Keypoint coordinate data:
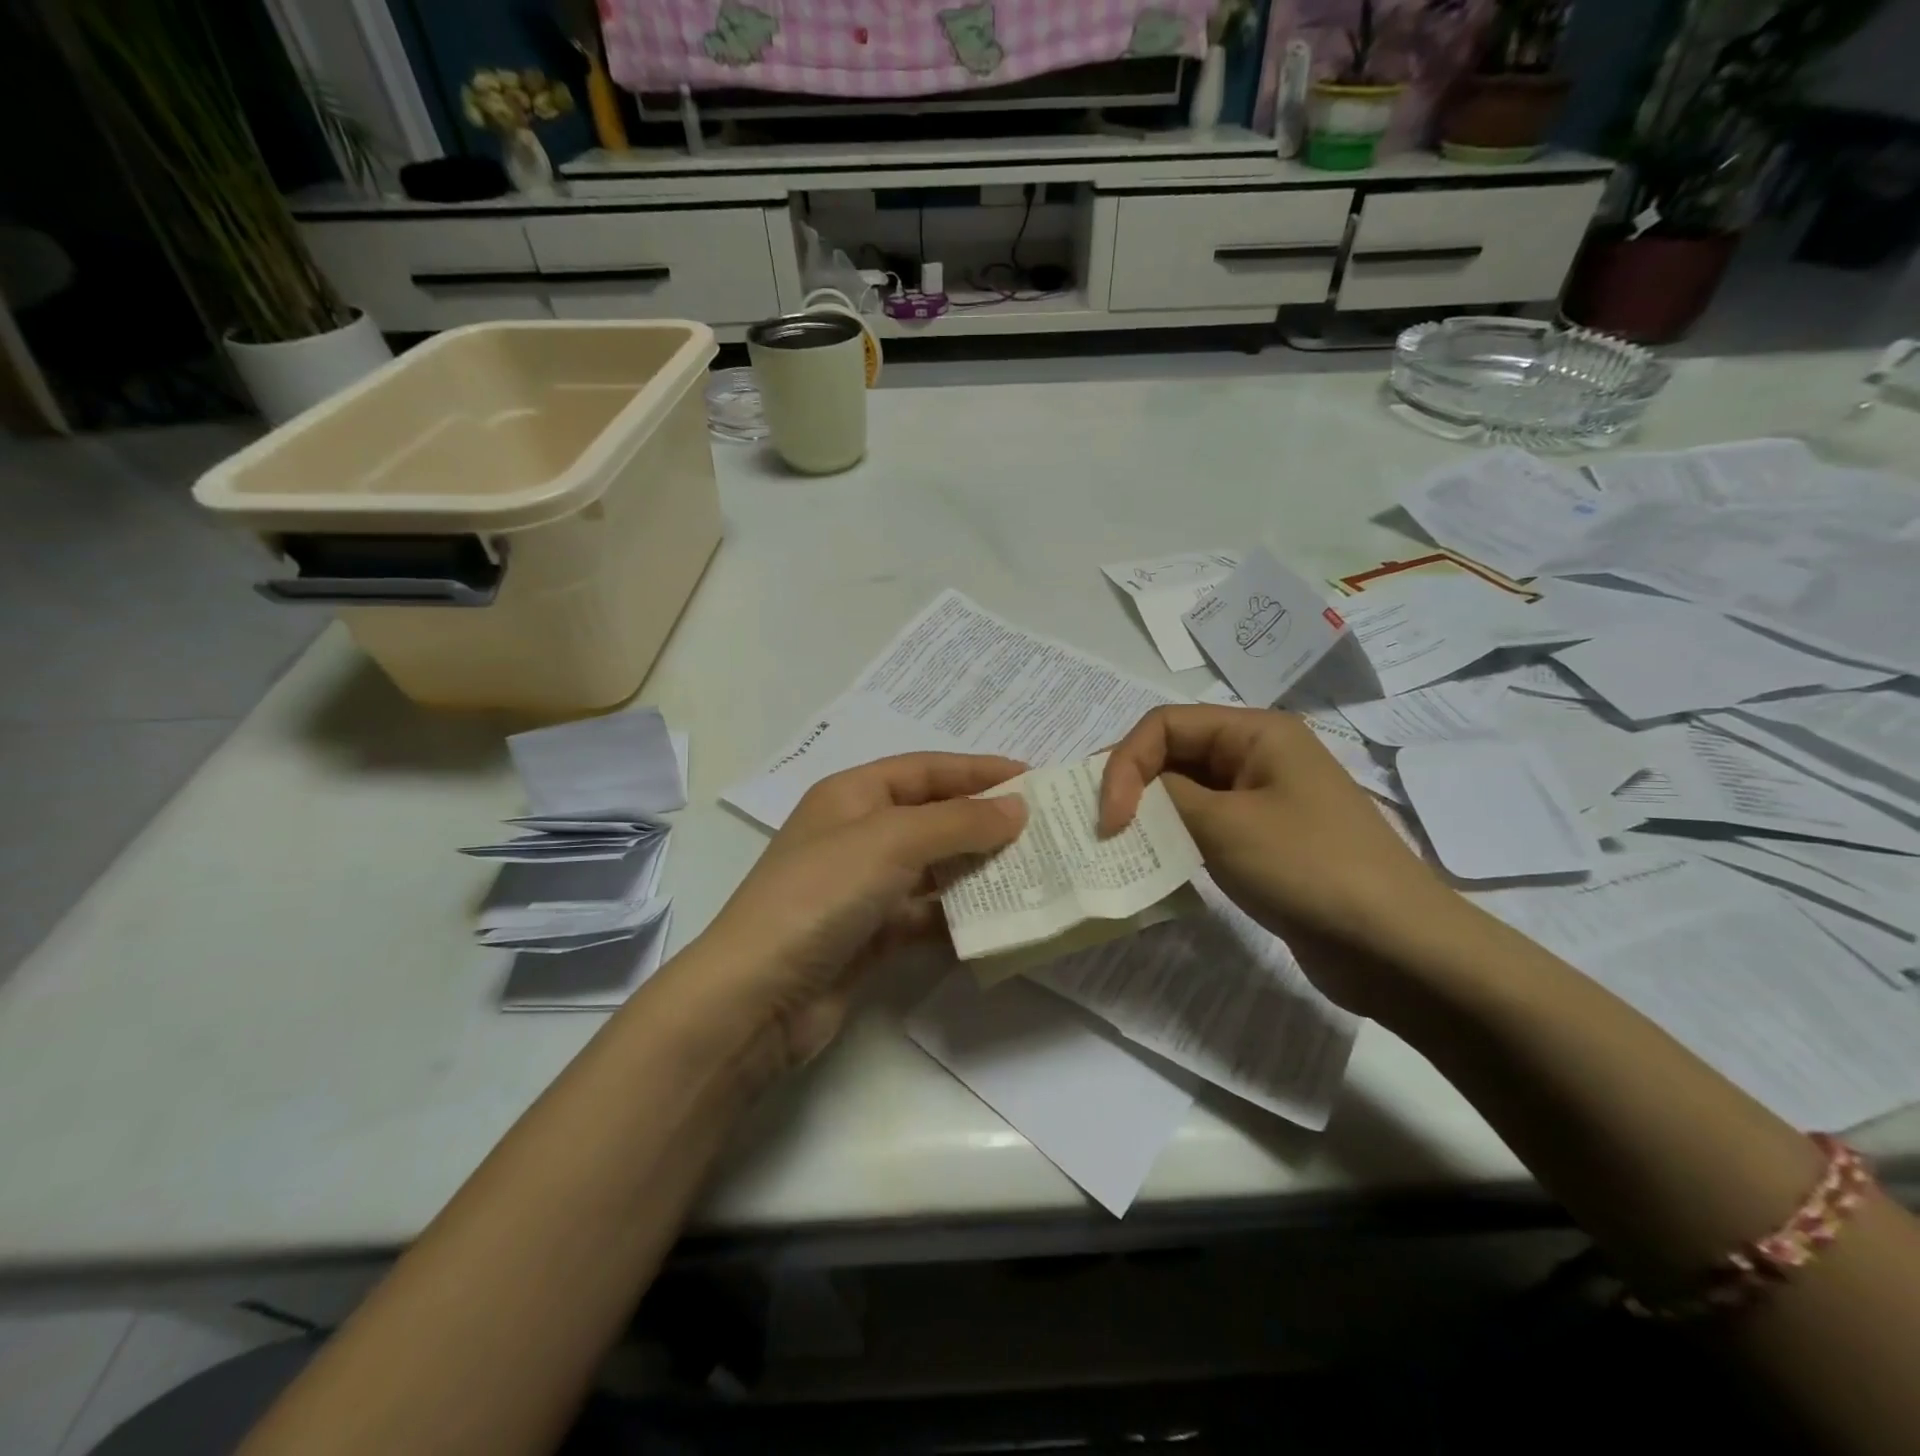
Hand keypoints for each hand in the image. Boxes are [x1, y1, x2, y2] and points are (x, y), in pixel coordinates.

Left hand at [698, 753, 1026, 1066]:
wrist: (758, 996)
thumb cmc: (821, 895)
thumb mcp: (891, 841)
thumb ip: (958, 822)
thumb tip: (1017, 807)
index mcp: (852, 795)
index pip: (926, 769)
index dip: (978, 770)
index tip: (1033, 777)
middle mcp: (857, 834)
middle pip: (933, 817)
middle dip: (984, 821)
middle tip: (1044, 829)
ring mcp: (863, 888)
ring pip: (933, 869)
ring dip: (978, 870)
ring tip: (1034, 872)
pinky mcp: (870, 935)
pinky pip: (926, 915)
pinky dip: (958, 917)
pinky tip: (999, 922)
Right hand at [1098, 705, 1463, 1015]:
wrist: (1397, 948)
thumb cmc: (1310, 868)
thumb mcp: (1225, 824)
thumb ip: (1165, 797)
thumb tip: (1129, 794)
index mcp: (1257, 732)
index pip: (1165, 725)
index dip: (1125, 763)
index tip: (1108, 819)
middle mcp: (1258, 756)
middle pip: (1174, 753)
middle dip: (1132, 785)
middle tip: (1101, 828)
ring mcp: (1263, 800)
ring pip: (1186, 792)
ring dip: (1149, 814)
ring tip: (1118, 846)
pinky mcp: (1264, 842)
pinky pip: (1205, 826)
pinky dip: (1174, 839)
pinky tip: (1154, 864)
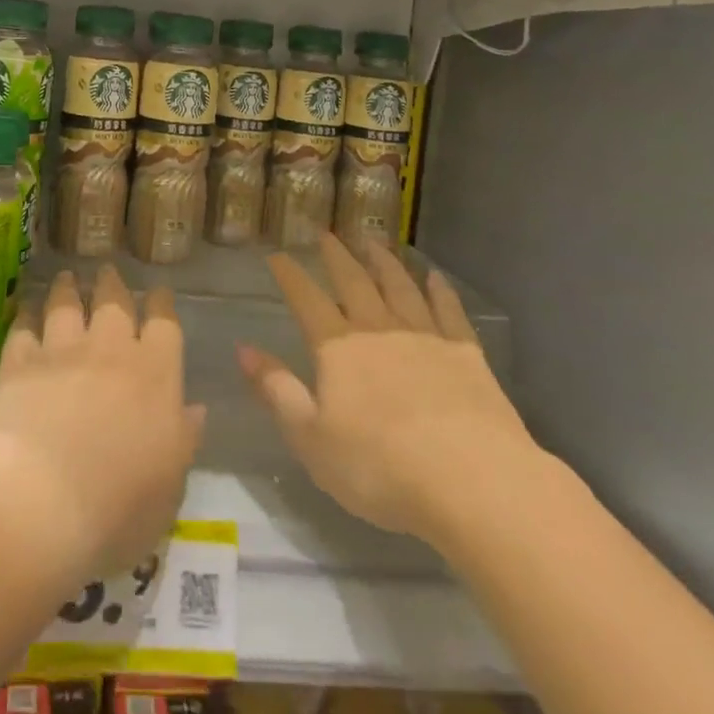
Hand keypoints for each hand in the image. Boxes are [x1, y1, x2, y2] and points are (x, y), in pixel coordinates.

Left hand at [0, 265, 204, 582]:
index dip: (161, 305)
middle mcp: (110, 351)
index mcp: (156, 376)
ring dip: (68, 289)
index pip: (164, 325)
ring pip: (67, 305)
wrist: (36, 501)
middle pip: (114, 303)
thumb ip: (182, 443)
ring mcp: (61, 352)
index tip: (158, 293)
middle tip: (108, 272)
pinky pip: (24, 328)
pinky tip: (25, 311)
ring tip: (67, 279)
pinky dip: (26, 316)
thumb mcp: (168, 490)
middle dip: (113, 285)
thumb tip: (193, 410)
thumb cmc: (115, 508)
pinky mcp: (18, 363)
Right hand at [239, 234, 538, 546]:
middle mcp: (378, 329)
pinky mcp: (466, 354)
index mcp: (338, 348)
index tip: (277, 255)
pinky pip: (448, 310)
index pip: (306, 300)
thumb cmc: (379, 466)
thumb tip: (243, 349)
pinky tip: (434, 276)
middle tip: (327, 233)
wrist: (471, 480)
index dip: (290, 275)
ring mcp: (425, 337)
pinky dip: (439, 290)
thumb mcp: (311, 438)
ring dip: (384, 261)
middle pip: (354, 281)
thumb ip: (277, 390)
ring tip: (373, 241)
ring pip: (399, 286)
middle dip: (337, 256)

**REQUIRED WORK**
From the first line above down to the line with "index pip: (164, 325)", reproduce every line and no others, omitting pictures.

**RESULT OF THIS TASK**
Hand keypoints for each hand in the image. Boxes are [x1, y1, x2, y2] and points are (x, y), in pixel coordinates.

Left hand at [698, 753, 1026, 1066]:
wrist: (758, 996)
thumb cmc: (821, 895)
thumb mcp: (891, 841)
thumb ip: (958, 822)
thumb tip: (1017, 807)
index mcp: (852, 795)
index pip: (926, 769)
index dip: (978, 770)
index tip: (1033, 777)
middle mcp: (857, 834)
middle pip: (933, 817)
middle dip: (984, 821)
middle tip: (1044, 829)
ring mcp: (863, 888)
ring pip: (933, 869)
ring dip: (978, 870)
ring tip: (1034, 872)
pinky mcp: (870, 935)
pinky pip: (926, 915)
pinky dip: (958, 917)
pinky tip: (999, 922)
Right hand at [1098, 705, 1463, 1015]:
wrist: (1397, 948)
thumb cmc: (1310, 868)
thumb mcp: (1225, 824)
thumb ip: (1165, 797)
thumb tip: (1129, 794)
index mcp: (1257, 732)
index pip: (1165, 725)
index dip: (1125, 763)
index tip: (1108, 819)
middle mcp: (1258, 756)
middle pip: (1174, 753)
middle dip: (1132, 785)
middle tip: (1101, 828)
ring mcp: (1263, 800)
ring pip: (1186, 792)
ring dip: (1149, 814)
ring tip: (1118, 846)
pinky mcp: (1264, 842)
pinky pip: (1205, 826)
pinky dip: (1174, 839)
pinky tip: (1154, 864)
Hand keypoints for each hand in the image. Boxes are [x1, y1, x2, y2] and points are (x, y), in pixel coordinates.

Left hand at [0, 265, 204, 582]:
index dip: (161, 305)
middle mcp: (110, 351)
index mcp: (156, 376)
ring dip: (68, 289)
index pip: (164, 325)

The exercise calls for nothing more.